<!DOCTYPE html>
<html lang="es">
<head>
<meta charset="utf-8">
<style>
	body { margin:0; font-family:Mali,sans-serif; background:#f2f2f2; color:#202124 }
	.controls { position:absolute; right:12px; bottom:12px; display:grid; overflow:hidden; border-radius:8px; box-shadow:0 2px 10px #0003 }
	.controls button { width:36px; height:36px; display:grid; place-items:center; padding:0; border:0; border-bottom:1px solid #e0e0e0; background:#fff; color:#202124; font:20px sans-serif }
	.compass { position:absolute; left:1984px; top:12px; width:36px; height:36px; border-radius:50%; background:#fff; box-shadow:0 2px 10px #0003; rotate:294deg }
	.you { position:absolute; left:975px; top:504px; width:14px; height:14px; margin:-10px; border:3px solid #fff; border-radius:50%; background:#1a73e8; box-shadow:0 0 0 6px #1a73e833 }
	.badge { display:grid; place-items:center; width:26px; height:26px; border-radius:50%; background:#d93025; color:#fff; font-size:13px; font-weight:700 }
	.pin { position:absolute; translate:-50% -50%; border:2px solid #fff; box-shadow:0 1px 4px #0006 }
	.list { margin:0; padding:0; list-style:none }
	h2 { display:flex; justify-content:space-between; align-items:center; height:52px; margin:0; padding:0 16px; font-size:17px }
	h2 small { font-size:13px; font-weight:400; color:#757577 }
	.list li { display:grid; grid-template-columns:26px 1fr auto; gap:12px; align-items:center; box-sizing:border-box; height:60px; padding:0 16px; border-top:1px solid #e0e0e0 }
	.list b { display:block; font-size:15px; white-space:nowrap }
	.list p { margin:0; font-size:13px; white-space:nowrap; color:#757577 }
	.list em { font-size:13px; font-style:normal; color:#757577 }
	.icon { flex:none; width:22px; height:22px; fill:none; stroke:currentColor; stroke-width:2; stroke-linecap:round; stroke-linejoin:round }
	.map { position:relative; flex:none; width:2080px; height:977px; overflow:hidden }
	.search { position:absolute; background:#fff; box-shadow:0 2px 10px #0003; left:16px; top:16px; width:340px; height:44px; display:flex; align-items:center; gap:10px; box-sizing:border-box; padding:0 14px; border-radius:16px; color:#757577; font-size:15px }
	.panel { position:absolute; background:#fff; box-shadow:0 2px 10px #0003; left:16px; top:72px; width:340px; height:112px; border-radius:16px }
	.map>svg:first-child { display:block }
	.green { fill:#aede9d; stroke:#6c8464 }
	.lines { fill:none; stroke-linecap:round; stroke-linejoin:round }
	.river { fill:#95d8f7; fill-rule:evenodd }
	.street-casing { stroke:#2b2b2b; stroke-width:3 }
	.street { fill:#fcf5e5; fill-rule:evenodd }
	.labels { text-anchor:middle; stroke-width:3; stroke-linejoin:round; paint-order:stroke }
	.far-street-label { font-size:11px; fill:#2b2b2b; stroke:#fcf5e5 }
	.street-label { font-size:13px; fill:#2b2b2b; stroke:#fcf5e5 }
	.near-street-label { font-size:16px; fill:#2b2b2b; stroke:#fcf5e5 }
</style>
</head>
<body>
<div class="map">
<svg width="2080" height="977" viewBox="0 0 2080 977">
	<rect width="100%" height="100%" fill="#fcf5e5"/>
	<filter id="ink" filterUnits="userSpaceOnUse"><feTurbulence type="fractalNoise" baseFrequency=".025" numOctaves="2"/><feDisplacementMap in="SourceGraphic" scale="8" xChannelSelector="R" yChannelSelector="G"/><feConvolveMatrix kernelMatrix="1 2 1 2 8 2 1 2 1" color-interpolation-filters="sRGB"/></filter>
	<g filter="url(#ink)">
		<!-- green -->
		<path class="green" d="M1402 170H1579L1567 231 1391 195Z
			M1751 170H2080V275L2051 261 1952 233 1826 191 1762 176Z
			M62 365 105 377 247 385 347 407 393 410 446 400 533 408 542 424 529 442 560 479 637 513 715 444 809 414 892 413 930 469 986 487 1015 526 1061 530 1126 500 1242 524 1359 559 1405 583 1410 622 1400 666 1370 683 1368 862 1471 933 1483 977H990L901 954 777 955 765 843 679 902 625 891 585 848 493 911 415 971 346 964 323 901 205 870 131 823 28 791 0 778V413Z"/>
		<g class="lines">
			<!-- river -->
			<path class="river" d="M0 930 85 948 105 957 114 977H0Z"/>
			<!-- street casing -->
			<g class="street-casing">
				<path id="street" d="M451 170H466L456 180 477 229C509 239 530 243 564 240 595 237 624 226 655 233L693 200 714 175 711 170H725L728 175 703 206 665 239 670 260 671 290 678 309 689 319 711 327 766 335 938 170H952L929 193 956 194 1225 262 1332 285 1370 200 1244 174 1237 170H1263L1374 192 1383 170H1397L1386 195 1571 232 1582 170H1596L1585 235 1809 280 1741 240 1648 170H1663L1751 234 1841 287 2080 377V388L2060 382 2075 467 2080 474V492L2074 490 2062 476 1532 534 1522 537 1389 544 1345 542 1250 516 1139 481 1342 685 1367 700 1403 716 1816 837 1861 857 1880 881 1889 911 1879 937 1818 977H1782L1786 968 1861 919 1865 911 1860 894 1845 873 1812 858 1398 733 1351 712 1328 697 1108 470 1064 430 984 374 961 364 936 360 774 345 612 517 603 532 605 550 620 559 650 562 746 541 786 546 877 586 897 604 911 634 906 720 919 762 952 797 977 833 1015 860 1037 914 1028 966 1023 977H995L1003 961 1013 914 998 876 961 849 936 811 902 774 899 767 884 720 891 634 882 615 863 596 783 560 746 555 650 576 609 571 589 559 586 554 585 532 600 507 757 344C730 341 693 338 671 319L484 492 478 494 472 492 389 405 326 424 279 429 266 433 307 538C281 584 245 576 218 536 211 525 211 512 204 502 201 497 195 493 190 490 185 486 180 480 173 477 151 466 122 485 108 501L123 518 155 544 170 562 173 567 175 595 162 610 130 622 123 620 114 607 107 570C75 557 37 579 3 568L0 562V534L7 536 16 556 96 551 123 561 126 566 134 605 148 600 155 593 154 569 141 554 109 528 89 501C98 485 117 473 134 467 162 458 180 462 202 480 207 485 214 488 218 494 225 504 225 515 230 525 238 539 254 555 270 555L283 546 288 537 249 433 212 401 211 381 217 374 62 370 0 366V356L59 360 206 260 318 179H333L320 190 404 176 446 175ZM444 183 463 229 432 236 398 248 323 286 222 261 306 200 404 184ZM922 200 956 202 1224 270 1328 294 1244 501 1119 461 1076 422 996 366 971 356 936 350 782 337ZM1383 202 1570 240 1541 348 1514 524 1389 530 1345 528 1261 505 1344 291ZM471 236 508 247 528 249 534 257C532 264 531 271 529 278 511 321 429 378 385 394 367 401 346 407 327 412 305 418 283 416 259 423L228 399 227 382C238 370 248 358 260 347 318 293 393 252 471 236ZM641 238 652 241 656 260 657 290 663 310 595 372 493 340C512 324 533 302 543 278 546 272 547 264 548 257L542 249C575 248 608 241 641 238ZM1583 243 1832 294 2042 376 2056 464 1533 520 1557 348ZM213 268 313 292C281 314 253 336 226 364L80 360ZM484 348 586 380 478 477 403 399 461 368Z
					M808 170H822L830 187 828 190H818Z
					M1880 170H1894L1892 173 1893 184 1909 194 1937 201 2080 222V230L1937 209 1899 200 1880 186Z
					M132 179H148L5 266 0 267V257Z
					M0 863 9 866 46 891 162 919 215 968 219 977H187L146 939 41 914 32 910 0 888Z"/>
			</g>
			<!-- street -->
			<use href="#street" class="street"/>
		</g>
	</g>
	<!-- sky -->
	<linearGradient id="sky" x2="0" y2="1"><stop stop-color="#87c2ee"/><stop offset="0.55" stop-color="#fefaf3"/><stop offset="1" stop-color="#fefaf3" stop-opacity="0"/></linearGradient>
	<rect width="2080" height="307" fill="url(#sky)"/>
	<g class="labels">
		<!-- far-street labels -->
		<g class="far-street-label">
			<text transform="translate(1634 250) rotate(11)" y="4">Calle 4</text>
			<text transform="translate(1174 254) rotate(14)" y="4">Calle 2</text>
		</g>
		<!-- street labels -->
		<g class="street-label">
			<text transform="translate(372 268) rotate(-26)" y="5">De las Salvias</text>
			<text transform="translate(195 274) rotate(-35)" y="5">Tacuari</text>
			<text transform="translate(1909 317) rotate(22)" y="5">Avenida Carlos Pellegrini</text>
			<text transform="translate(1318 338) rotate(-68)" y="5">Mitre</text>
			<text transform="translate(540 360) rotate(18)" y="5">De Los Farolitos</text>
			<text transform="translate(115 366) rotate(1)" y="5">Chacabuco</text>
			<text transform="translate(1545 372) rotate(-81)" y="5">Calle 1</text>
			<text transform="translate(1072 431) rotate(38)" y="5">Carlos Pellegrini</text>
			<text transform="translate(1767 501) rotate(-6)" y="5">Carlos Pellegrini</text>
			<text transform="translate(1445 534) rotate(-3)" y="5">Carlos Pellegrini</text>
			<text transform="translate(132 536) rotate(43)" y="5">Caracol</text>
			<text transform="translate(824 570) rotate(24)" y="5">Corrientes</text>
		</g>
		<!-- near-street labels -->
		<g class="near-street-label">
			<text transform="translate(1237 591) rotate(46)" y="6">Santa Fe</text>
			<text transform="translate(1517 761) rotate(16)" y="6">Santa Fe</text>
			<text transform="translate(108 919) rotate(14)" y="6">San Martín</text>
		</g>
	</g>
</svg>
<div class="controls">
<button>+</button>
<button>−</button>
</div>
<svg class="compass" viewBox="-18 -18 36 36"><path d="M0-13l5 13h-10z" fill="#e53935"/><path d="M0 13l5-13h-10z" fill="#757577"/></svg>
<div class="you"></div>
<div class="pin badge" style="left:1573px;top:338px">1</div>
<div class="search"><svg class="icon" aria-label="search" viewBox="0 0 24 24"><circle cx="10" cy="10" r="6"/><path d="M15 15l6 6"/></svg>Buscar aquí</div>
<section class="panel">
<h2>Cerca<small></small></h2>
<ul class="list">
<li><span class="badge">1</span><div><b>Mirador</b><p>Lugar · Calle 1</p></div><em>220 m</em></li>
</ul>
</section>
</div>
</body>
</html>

════════

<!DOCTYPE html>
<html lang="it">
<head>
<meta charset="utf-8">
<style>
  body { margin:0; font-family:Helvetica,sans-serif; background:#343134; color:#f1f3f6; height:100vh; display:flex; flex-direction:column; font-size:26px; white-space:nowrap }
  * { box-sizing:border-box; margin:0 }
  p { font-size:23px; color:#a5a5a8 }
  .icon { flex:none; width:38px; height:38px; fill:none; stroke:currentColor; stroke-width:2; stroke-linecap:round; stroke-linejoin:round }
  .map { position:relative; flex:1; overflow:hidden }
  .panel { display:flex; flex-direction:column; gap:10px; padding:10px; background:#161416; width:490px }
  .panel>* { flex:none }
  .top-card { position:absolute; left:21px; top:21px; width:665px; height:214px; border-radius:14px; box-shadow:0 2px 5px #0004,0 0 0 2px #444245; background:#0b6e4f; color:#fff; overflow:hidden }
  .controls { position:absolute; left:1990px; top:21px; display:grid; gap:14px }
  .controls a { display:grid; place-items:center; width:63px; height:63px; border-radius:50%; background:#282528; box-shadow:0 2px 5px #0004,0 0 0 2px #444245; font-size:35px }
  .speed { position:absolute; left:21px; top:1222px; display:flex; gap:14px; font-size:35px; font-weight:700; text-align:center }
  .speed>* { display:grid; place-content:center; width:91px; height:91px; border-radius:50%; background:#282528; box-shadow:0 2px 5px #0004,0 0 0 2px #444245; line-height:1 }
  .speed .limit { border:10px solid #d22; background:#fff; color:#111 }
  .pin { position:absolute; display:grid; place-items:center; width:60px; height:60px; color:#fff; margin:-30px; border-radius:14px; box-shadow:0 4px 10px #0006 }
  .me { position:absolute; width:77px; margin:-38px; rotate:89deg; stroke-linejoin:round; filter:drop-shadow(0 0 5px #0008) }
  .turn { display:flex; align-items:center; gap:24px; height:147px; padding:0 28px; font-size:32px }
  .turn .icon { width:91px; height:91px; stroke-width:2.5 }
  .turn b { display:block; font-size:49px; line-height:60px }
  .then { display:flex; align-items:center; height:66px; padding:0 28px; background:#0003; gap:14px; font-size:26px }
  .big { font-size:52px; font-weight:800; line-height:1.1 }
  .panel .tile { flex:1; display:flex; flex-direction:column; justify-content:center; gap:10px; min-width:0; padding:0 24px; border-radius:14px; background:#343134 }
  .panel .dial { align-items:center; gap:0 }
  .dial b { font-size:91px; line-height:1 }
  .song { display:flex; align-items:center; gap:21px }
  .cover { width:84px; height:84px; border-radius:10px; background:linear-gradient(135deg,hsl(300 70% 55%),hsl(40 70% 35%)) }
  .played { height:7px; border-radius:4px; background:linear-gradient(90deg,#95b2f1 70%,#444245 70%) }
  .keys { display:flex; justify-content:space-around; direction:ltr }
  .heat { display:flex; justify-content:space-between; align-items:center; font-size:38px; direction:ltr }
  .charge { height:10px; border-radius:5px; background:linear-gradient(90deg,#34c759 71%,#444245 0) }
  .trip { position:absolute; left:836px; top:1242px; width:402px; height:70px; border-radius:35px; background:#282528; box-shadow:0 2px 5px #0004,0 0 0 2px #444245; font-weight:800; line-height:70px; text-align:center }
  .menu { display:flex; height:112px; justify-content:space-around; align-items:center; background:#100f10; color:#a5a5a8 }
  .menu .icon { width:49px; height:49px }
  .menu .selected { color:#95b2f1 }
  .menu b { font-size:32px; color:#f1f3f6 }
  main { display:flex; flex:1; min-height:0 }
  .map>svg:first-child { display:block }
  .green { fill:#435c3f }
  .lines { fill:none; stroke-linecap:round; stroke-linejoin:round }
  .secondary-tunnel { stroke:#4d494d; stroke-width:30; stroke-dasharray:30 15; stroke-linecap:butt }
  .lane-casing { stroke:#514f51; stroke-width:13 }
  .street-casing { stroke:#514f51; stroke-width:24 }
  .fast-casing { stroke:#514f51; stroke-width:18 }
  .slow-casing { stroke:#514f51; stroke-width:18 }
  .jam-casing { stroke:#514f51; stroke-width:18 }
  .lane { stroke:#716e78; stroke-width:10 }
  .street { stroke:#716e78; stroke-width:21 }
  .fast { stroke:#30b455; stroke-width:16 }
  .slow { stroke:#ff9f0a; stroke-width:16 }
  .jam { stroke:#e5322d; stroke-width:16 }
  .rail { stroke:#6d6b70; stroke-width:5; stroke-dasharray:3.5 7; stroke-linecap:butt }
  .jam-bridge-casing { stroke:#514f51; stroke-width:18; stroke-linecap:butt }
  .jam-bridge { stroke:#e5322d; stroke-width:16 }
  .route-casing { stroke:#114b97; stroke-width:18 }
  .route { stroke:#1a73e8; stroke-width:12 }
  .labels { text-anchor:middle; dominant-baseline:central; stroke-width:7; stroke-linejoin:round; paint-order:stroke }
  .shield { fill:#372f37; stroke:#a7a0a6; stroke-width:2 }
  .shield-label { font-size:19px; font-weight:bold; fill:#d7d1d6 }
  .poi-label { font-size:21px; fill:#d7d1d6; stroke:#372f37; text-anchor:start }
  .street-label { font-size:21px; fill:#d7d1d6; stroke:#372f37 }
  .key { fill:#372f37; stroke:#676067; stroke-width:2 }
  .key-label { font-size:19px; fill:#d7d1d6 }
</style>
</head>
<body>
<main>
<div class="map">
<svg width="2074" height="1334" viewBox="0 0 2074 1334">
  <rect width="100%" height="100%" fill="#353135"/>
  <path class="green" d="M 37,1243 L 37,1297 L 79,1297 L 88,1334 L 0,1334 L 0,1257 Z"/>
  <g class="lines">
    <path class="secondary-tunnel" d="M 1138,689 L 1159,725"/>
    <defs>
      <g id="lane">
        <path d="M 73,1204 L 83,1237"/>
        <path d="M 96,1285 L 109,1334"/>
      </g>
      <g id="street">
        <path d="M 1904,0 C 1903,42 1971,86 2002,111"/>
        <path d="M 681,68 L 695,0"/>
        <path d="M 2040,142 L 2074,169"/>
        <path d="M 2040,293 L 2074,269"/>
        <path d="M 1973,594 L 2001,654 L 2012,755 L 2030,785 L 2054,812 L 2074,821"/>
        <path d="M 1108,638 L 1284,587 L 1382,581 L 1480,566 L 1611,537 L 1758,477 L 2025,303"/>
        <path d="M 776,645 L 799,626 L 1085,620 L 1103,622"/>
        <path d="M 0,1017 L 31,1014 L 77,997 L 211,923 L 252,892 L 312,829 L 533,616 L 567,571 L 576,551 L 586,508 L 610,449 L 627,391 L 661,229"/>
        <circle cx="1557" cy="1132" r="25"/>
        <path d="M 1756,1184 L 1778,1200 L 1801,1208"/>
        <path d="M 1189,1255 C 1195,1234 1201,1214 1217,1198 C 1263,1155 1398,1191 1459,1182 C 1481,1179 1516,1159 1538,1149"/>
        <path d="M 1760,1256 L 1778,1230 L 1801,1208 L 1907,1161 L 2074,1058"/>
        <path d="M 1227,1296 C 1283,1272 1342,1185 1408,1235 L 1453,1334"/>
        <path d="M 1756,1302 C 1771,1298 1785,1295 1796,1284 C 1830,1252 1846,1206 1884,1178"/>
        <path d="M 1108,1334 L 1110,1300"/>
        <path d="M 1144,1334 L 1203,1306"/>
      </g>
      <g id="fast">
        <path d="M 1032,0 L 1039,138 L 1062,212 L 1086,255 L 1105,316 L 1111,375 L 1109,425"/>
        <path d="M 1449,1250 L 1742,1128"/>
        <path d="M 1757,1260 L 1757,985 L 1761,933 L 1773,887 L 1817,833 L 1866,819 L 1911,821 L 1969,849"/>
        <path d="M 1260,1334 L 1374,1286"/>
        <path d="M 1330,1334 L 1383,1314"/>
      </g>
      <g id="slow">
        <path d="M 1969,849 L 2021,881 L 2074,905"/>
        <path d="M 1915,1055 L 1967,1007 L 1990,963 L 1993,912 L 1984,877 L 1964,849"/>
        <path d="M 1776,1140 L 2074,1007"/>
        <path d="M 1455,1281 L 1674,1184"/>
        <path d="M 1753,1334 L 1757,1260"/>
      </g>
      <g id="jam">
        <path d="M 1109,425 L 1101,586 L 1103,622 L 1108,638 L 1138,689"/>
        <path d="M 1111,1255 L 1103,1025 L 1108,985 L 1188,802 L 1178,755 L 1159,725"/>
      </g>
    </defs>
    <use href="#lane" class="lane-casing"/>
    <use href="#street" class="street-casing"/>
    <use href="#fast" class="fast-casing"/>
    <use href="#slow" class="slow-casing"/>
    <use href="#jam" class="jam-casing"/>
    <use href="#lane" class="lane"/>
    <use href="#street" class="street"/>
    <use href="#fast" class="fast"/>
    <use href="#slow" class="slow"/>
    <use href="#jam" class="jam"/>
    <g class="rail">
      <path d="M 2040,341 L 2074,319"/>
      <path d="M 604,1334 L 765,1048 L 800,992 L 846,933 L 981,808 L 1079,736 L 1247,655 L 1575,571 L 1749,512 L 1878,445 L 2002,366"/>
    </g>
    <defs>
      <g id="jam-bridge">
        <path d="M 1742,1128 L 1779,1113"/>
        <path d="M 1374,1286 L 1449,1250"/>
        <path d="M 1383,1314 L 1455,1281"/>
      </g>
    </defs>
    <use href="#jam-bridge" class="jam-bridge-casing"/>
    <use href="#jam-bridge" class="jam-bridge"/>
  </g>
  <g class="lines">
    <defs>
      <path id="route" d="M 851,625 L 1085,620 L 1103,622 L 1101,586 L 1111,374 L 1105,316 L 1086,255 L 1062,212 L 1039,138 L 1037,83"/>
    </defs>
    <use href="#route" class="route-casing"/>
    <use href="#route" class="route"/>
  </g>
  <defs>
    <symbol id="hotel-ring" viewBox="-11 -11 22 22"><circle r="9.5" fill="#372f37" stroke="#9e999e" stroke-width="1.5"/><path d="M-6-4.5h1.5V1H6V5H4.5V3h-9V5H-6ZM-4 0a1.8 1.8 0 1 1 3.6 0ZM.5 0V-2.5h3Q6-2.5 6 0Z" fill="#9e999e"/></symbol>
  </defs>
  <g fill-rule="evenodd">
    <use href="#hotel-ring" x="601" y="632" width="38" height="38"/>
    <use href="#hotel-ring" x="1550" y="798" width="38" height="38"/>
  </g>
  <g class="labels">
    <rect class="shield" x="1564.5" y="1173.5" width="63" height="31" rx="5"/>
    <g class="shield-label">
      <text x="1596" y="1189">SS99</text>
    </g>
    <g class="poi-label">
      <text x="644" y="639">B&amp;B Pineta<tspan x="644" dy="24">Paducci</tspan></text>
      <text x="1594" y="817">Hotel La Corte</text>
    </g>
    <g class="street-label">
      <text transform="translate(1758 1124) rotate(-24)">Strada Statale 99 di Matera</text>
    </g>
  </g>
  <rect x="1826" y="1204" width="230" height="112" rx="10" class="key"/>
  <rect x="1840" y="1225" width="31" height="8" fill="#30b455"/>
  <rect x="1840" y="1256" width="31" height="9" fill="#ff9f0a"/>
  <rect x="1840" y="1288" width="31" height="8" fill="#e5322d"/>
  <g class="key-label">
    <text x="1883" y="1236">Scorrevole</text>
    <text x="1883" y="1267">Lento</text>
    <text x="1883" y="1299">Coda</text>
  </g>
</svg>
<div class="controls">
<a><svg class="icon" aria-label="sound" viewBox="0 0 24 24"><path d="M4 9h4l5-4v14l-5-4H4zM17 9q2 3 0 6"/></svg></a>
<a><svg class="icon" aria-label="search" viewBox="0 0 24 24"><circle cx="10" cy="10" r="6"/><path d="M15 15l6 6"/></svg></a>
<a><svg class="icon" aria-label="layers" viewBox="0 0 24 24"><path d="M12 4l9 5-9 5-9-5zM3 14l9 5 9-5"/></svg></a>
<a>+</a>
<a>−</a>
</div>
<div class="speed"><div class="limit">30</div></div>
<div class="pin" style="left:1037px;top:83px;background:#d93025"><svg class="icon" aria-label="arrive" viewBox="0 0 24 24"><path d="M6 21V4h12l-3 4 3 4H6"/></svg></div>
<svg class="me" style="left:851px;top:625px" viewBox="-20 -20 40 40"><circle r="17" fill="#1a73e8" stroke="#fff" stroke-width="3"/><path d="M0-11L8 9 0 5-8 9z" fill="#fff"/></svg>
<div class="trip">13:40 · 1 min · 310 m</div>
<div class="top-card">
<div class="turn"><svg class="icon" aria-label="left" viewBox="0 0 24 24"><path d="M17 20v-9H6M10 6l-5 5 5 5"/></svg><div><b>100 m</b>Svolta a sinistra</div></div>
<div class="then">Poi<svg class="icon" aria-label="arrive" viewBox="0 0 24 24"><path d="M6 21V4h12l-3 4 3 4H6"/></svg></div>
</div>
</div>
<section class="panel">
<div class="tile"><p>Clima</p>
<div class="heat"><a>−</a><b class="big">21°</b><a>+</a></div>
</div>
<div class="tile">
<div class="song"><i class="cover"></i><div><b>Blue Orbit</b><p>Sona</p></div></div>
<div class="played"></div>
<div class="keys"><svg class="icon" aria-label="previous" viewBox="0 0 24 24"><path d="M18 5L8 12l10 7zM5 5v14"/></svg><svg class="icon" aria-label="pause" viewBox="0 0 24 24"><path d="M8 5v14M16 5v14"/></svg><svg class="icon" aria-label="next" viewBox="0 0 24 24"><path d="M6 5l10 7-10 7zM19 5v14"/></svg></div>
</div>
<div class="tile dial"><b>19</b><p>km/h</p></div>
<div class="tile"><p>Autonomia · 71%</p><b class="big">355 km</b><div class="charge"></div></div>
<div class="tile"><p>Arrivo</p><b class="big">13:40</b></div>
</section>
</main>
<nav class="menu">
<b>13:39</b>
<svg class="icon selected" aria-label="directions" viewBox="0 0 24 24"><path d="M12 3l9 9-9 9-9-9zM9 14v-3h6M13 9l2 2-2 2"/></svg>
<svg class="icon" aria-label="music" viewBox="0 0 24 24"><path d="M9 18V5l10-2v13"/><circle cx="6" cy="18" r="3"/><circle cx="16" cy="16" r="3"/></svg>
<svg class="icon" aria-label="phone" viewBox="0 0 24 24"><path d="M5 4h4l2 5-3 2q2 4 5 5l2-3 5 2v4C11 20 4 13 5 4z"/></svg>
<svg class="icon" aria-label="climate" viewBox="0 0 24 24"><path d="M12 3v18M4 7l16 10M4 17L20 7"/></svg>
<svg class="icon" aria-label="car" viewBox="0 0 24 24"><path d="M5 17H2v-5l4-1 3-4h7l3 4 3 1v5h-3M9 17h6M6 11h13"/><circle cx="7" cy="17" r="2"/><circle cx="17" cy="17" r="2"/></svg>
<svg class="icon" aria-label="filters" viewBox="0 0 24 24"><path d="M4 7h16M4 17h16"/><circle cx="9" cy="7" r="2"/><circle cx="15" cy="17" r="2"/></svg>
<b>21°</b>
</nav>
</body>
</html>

════════

Work task =
Among the lines above, find those with the word "cover" and list them.

Task output =
  .cover { width:84px; height:84px; border-radius:10px; background:linear-gradient(135deg,hsl(300 70% 55%),hsl(40 70% 35%)) }
<div class="song"><i class="cover"></i><div><b>Blue Orbit</b><p>Sona</p></div></div>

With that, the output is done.